Using $_SESSION means you don't have to worry about generating your own tokens, and gives you the power of the built-in superglobals to facilitate storing information about the user's authentication status.
Personally, I would allow multiple sessions to be active for a user for most web sites, as there's usually not a good reason not to, but it obviously depends on the nature of the site. However, storing the current active session id as mentioned above is a pretty simple way to accomplish this.
Generate a random token upon signing in (or use the sessionid), and store this in the database and in the users cookie. With each page access, ensure that the users token matches the database entry. If the two don't match, alert the user that they've logged in elsewhere.
You could also store the login time, which subsequently would be the time the token was assigned, and require 30 minutes before permitting another user to login with the same ID.
The first half of the question was answered well with how to detect the multiple users but how to treat them I think still needs a bit of work.
First if a user logs in correctly let them in, don't prevent them if they are logged on some other place. If you really don't want the user to have two open sessions then log out the old one or simply update the session id that you are saving so you can bounce out the old connection.
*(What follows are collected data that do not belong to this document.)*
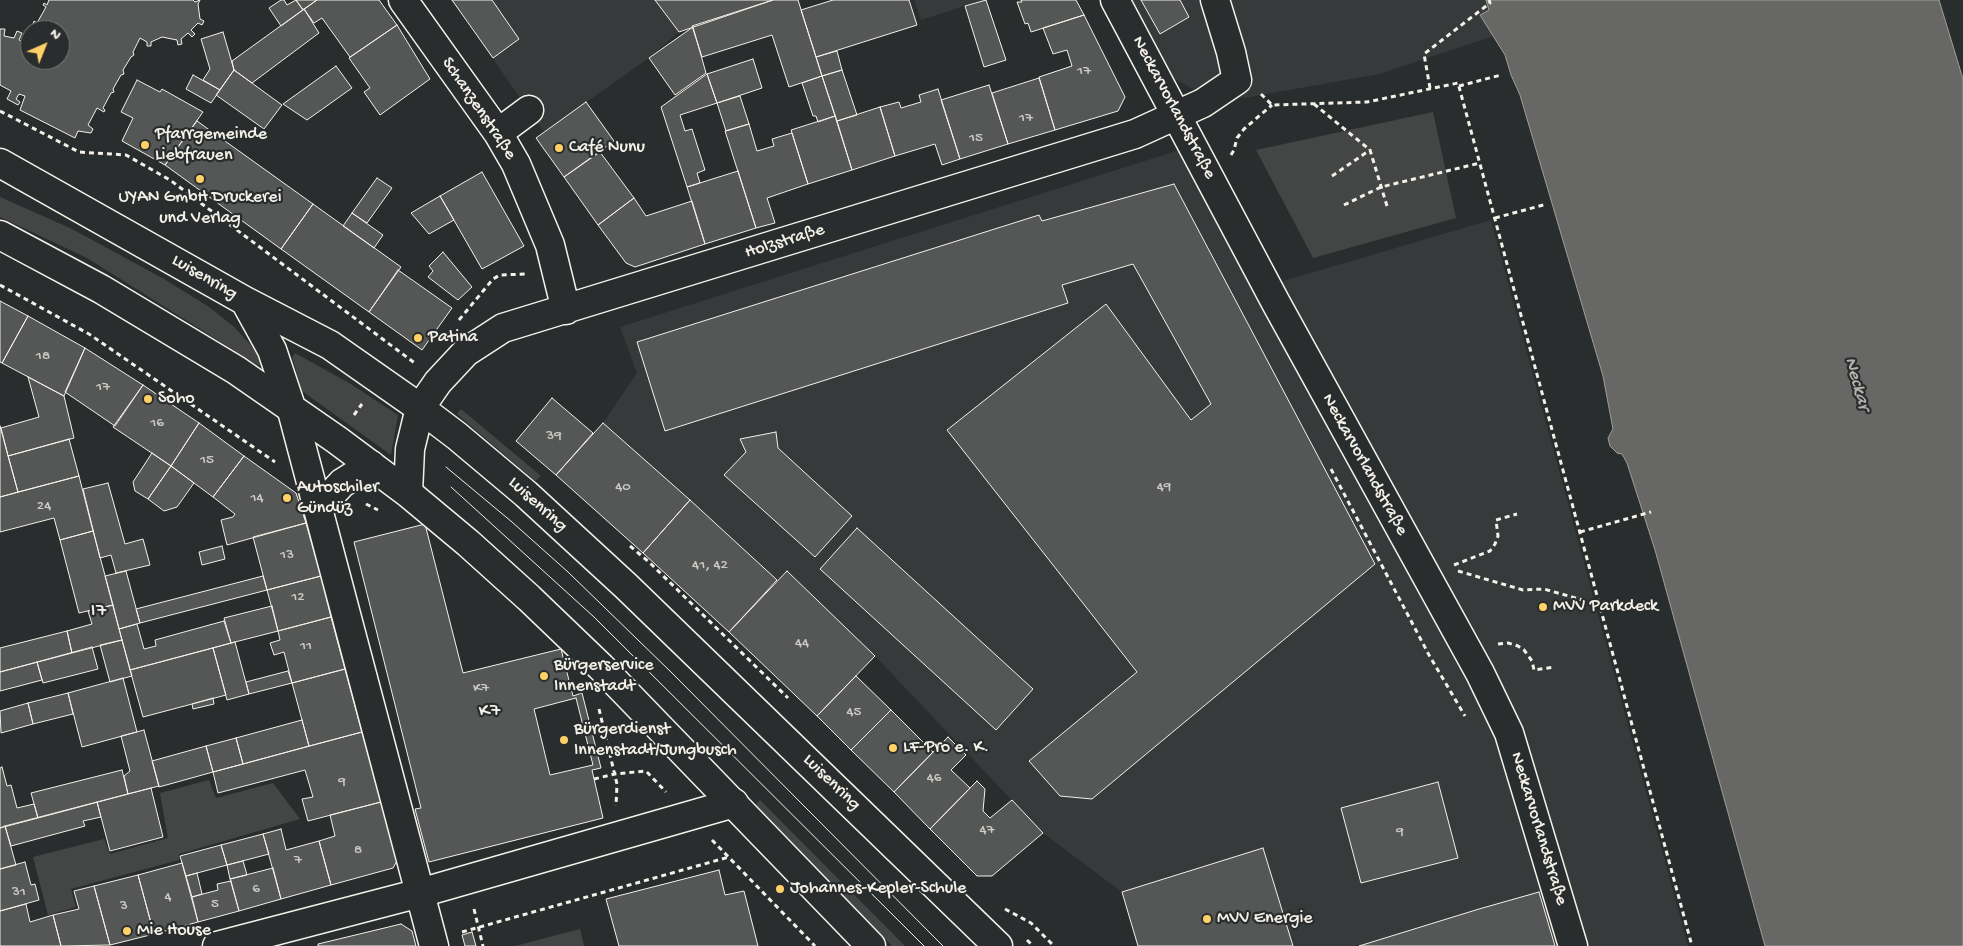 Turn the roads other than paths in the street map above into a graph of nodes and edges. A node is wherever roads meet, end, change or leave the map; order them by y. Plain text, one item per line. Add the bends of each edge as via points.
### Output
1 (403, 0) edge
2 (1115, 0) edge
3 (1215, 0) edge
4 (529, 110) dead end
5 (1176, 115) junction
6 (498, 134) junction
7 (0, 164) edge
8 (0, 235) edge
9 (245, 301) junction
10 (566, 310) junction
11 (291, 407) junction
12 (420, 408) junction
13 (371, 464) junction
14 (408, 493) junction
15 (318, 509) junction
16 (734, 803) junction
17 (420, 893) junction
18 (445, 940) edge
19 (217, 946) edge
20 (870, 946) edge
21 (998, 946) edge
22 (1573, 946) edge

1 - 6 street, Schanzenstraße
2 - 5 street, Neckarvorlandstraße
3 - 5 street, Holzstraße via 1237,80
4 - 6 street
5 - 10 street, Holzstraße via 1126,137
5 - 22 street, Neckarvorlandstraße via 1480,673 1509,733
6 - 10 street, Schanzenstraße via 516,164 550,244
7 - 9 street, Luisenring
8 - 11 street via 101,288
9 - 11 street via 272,350
9 - 12 street, Luisenring via 330,345
10 - 12 street, Holzstraße via 503,328 466,352 438,382
11 - 13 street
11 - 15 street
12 - 14 street via 410,449
12 - 21 street, Luisenring via 518,487 626,586
13 - 14 street
13 - 15 street via 342,483
14 - 16 street via 529,598
15 - 17 street
16 - 17 street
16 - 20 street
17 - 18 street
17 - 19 street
You can inform if you want but I would only message the session that you invalidated. If you message the user logging in it becomes annoying when you are only dealing with the case of a user switching computers and they forgot to log out of the old session.
Well All solutions mentioned above will work but if on every page access you are making a call to database and checking for the session token to see weather its the same token assigned to user .. will kill your response time. what i'll suggest is use a caching mechanism instead of database in above said solutions. storing session token into database will add extra field to your database which is actually not required. Use open source caching solution like memcache.
you can make a table like userLoginStatus with fields like clockIn time & clockOut time,
and insert current time in clockIn when user is do login, leave clockOut time blank at that time, it should be updated only when user do clock over logout button,
so you can check specific user's current status, where clockOut is empty that user should be logged in. because it updated only when user do logout.